Mind of Winter (Hardcover)
April 2014 Indie Next List
“On a snowy Christmas morning in a Detroit suburb, Holly Judge asks her daughter Tatiana to help her prepare dinner for their guests while her husband drives to the airport to get his parents. Holly reflects on the circumstances of Tatiana's adoption but her recollections become more and more confusing as the day progresses and she feels that 'something has followed them from Russia.' Kasischke has accomplished a remarkable feat in writing a highly suspenseful novel with very little action and whose heart-wrenching conclusion will haunt you long after you finish reading.”
— Pierre Camy, Schuler Books & Music, Grand Rapids, MI
Laura Kasischke, the critically acclaimed and nationally bestselling poet and author of The Raising, returns Mind of Winter, a dark and chilling thriller that combines domestic drama with elements of psychological suspense and horror—an addictive tale of denial and guilt that is part Joyce Carol Oates and part Chris Bohjalian.
On a snowy Christmas morning, Holly Judge awakens with the fragments of a nightmare floating on the edge of her consciousness. Something followed them from Russia. Thirteen years ago, she and her husband Eric adopted baby Tatty, their pretty, black-haired Rapunzel, from the Pokrovka Orphanage #2. Now, at fifteen, Tatiana is more beautiful than ever—and disturbingly erratic.
As a blizzard rages outside, Holly and Tatiana are alone. With each passing hour, Tatiana’s mood darkens, and her behavior becomes increasingly frightening . . . until Holly finds she no longer recognizes her daughter.
About the Author
Laura Kasischke teaches in the MFA program at the University of Michigan. A winner of the National Book Critics Circle Award for poetry, she has published eight collections of poetry and ten novels, three of which have been made into films, including The Life Before Her Eyes.
“It is not enough to say that Kasischke’s language is ‘poetic’ . . . [T]he language catapults us into another plane of existence, one of facade and reflection.”
— New York Times Book Review
“Leave-the-lights-on-tonight frightening, with a quiet edge of horror that is much more effective than gore.”
“A terrifying brew of family drama and horror...The awesome ending doesn’t disappoint.”
— Entertainment Weekly
“Impossible to put down.”
“MIND OF WINTER is a tightly coiled story of suffocating love and undeniable horror. Its grip is remarkably chilling, masterfully poetic, and psychologically unrelenting.”
— Ivy Pochoda, author of Visitation Street
“If I could stand on a mountaintop and shout over the land, I would do it now: This book is magnificent! It’s a gripping psychological thriller, at once both charmingly domestic and flat-out terrifying. Laura Kasischke writes so well that she leaves me inspired and very, very jealous.”
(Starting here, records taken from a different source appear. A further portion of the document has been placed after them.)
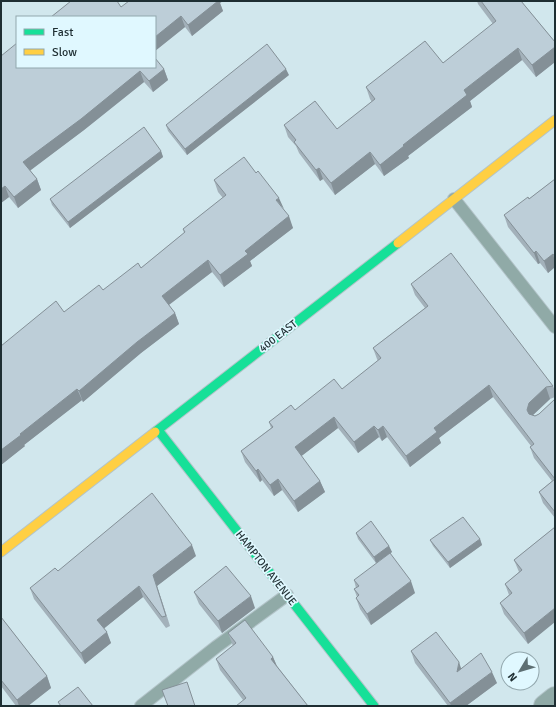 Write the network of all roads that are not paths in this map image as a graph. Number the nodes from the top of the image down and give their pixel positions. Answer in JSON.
{"nodes":[{"id":1,"x":555,"y":120,"type":"edge"},
{"id":2,"x":454,"y":198,"type":"junction"},
{"id":3,"x":555,"y":327,"type":"edge"},
{"id":4,"x":158,"y":430,"type":"junction"},
{"id":5,"x":1,"y":552,"type":"edge"},
{"id":6,"x":287,"y":595,"type":"junction"},
{"id":7,"x":555,"y":698,"type":"edge"},
{"id":8,"x":141,"y":706,"type":"edge"},
{"id":9,"x":374,"y":706,"type":"edge"},
{"id":10,"x":545,"y":706,"type":"edge"}],
"edges":[{"from":1,"to":2,"type":"street","name":"400 EAST"},
{"from":2,"to":3,"type":"lane"},
{"from":2,"to":4,"type":"street","name":"400 EAST"},
{"from":4,"to":5,"type":"street","name":"400 EAST"},
{"from":4,"to":6,"type":"street","name":"HAMPTON AVENUE"},
{"from":6,"to":8,"type":"lane"},
{"from":6,"to":9,"type":"street","name":"HAMPTON AVENUE"},
{"from":7,"to":10,"type":"street"}]} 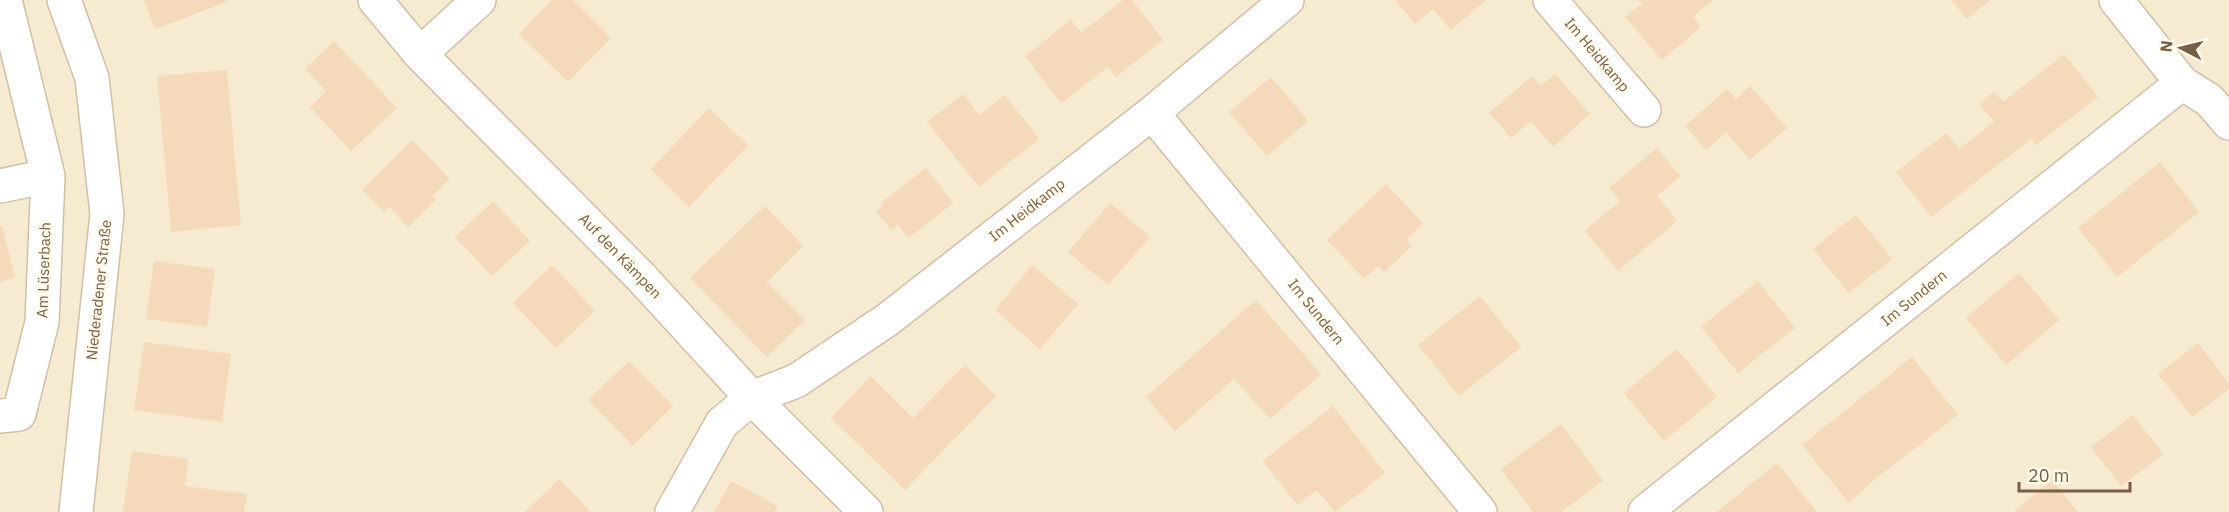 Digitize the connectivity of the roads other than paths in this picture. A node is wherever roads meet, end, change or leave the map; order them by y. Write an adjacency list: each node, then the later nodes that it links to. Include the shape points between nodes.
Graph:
1 (5, 0): 13 (street, Am Lüserbach)
2 (64, 0): 17 (street, Niederadener Straße, via 92,78 107,214)
3 (375, 0): 8 (street, Auf den Kämpen)
4 (479, 0): 8 (street)
5 (1287, 0): 11 (street, Im Heidkamp)
6 (1551, 0): 10 (street, Im Heidkamp)
7 (2116, 0): 9 (street)
8 (420, 54): 15 (street, Auf den Kämpen, via 640,276)
9 (2182, 83): 12 (street, via 2209,100); 21 (street, Im Sundern)
10 (1644, 110)
11 (1152, 112): 15 (street, Im Heidkamp, via 887,320 796,381); 20 (street, Im Sundern)
12 (2229, 123)
13 (48, 176): 14 (street); 16 (street, Am Lüserbach, via 42,322 19,414)
14 (0, 186)
15 (752, 398): 18 (street, Im Heidkamp, via 722,423); 19 (street, Auf den Kämpen)
16 (0, 416)
17 (76, 512)
18 (672, 512)
19 (866, 512)
20 (1480, 512)
21 (1646, 512) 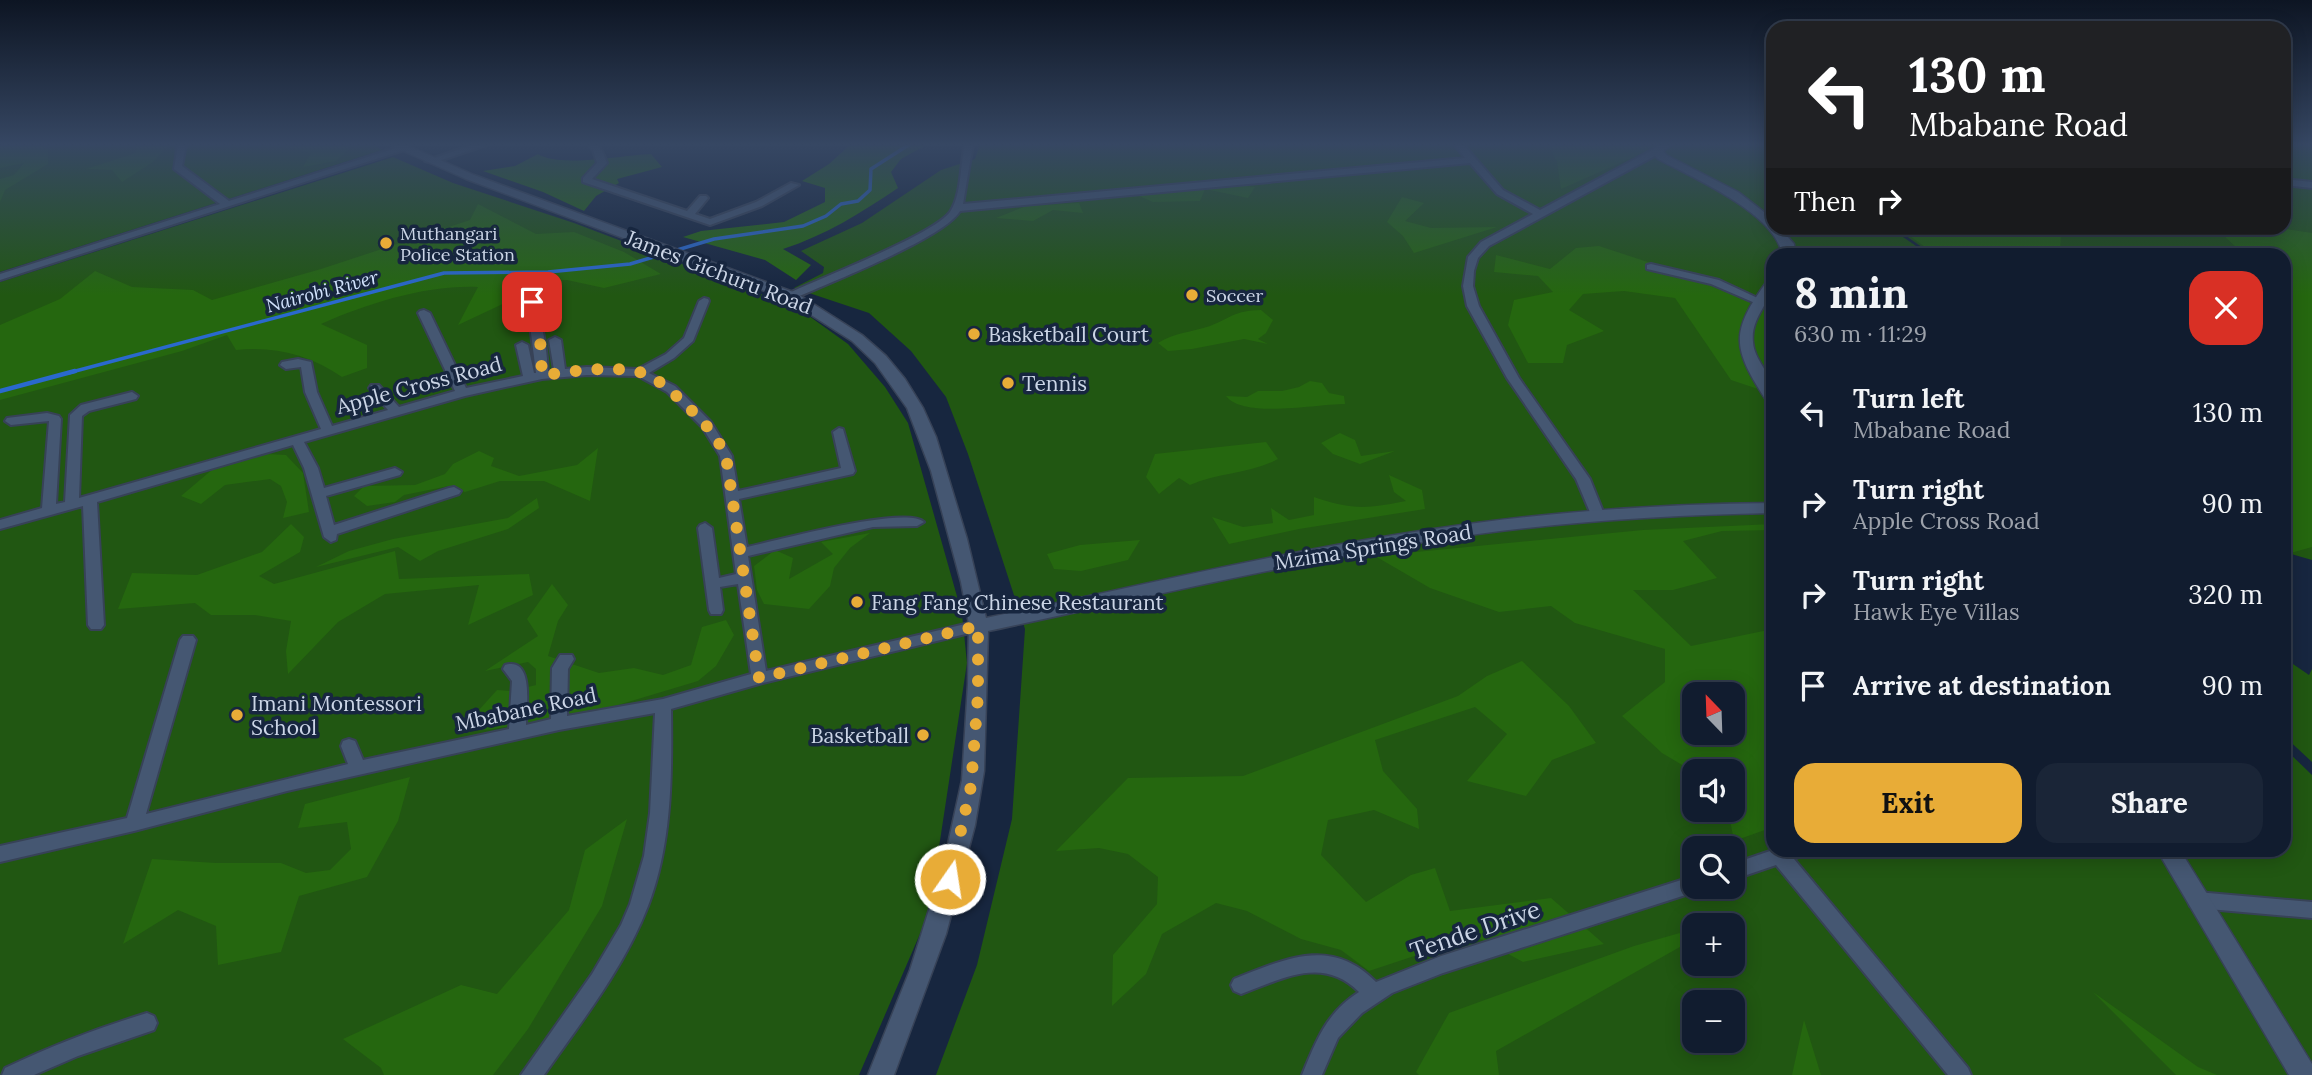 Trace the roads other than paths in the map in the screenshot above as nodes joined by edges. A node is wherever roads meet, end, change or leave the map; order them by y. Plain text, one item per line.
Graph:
1 (213, 194) edge
2 (260, 194) edge
3 (517, 194) edge
4 (627, 194) edge
5 (777, 194) edge
6 (959, 194) edge
7 (1104, 194) edge
8 (1504, 194) edge
9 (1574, 194) edge
10 (1732, 194) edge
11 (703, 198) dead end
12 (228, 205) junction
13 (956, 208) junction
14 (1538, 213) junction
15 (688, 215) junction
16 (1766, 220) edge
17 (1651, 267) dead end
18 (0, 278) edge
19 (519, 286) dead end
20 (1766, 292) edge
21 (791, 296) junction
22 (704, 301) dead end
23 (1759, 301) junction
24 (424, 313) dead end
25 (555, 340) dead end
26 (522, 345) dead end
27 (286, 365) dead end
28 (560, 373) junction
29 (640, 373) junction
30 (535, 377) junction
31 (1766, 387) edge
32 (374, 388) dead end
33 (462, 393) junction
34 (132, 396) dead end
35 (396, 412) junction
36 (10, 421) dead end
37 (328, 432) junction
38 (839, 432) dead end
39 (297, 441) junction
40 (395, 472) dead end
41 (454, 491) dead end
42 (318, 494) junction
43 (732, 496) junction
44 (90, 500) junction
45 (72, 505) junction
46 (1766, 508) edge
47 (49, 512) junction
48 (1597, 514) junction
49 (917, 522) dead end
50 (0, 525) edge
51 (705, 528) dead end
52 (741, 553) junction
53 (745, 577) junction
54 (712, 584) junction
55 (716, 610) dead end
56 (96, 625) dead end
57 (978, 626) junction
58 (188, 640) dead end
59 (566, 659) dead end
60 (511, 669) dead end
61 (759, 678) junction
62 (663, 705) junction
63 (559, 724) junction
64 (517, 734) junction
65 (349, 746) dead end
66 (358, 769) junction
67 (134, 824) junction
68 (0, 854) edge
69 (1777, 857) edge
70 (1792, 857) edge
71 (2172, 857) edge
72 (1745, 868) edge
73 (1682, 888) edge
74 (2197, 900) junction
75 (2312, 910) edge
76 (1241, 985) dead end
77 (1374, 994) junction
78 (147, 1023) dead end
79 (12, 1075) edge
80 (531, 1075) edge
81 (881, 1075) edge
82 (1312, 1075) edge
83 (1961, 1075) edge
84 (2304, 1075) edge

1 - 12 street
2 - 12 street
3 - 21 main road, James Gichuru Road
4 - 15 street
5 - 15 street
6 - 13 street
7 - 13 street
8 - 14 street
9 - 14 street
10 - 16 main road
11 - 15 street
12 - 18 street
13 - 21 street
14 - 48 street
17 - 23 street
19 - 30 street
20 - 23 main road
21 - 57 main road, James Gichuru Road
22 - 29 street
23 - 31 main road
24 - 33 street
25 - 28 street
26 - 30 street
27 - 37 street
28 - 29 street, Apple Cross Road
28 - 30 street, Apple Cross Road
29 - 43 street, Apple Cross Road
30 - 33 street, Apple Cross Road
32 - 35 street
33 - 35 street, Apple Cross Road
34 - 45 street
35 - 37 street, Apple Cross Road
36 - 47 street
37 - 39 street, Apple Cross Road
38 - 43 street
39 - 42 street
39 - 44 street, Apple Cross Road
40 - 42 street
41 - 42 street
43 - 52 street, Apple Cross Road
44 - 45 street, Apple Cross Road
44 - 56 street
45 - 47 street, Apple Cross Road
46 - 48 main road, Mzima Springs Road
47 - 50 street, Apple Cross Road
48 - 57 main road, Mzima Springs Road
49 - 52 street
51 - 54 street
52 - 53 street, Apple Cross Road
53 - 54 street
53 - 61 street, Apple Cross Road
54 - 55 street
57 - 61 street, Mbabane Road
57 - 81 main road, James Gichuru Road
58 - 67 street
59 - 63 street
60 - 64 street
61 - 62 street, Mbabane Road
62 - 63 street, Mbabane Road
62 - 80 street
63 - 64 street, Mbabane Road
64 - 66 street, Mbabane Road
65 - 66 street
66 - 67 street, Mbabane Road
67 - 68 street, Mbabane Road
69 - 72 street
70 - 83 street
71 - 74 main road
73 - 77 street, Tende Drive
74 - 75 street
74 - 84 main road
76 - 77 street
77 - 82 street, Tende Drive
78 - 79 street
— Elin Hilderbrand, author of Beautiful Day
“Thought-provoking and chilling, MIND OF WINTER will have you looking over your shoulder as you tear through the pages to the shocking and heartbreaking conclusion. It will leave you questioning not only what is real, but also what it means to be a good mother.”
— Kimberly McCreight, New York Times-bestselling author of Reconstructing Amelia
“An unknown horror hovers just out of reach in this gripping psychological thriller...Kasischke skillfully mixes an insightful look at a damaged woman with a twisty plot that builds to a shocking ending.”
— Publishers Weekly
“A genuinely disturbing tale, each layer perfectly crafted, stacked together like a set of Russian nesting dolls, the tiniest one at the center the horrific secret that everything else depends upon....Both a masterwork of evocative prose and a bone-chilling page-turner.”
— Jennifer McMahon, New York Times-bestselling author of The Winter People
“A book that will haunt you for days and long, long nights after reading.”
— Booklist (starred review)
“A nightmare-inducing domestic mystery...Kasischke knows that what lurks hidden in the shadows is scarier than any monster we can see. She also knows that, scared as we may be, we can’t resist a peek.”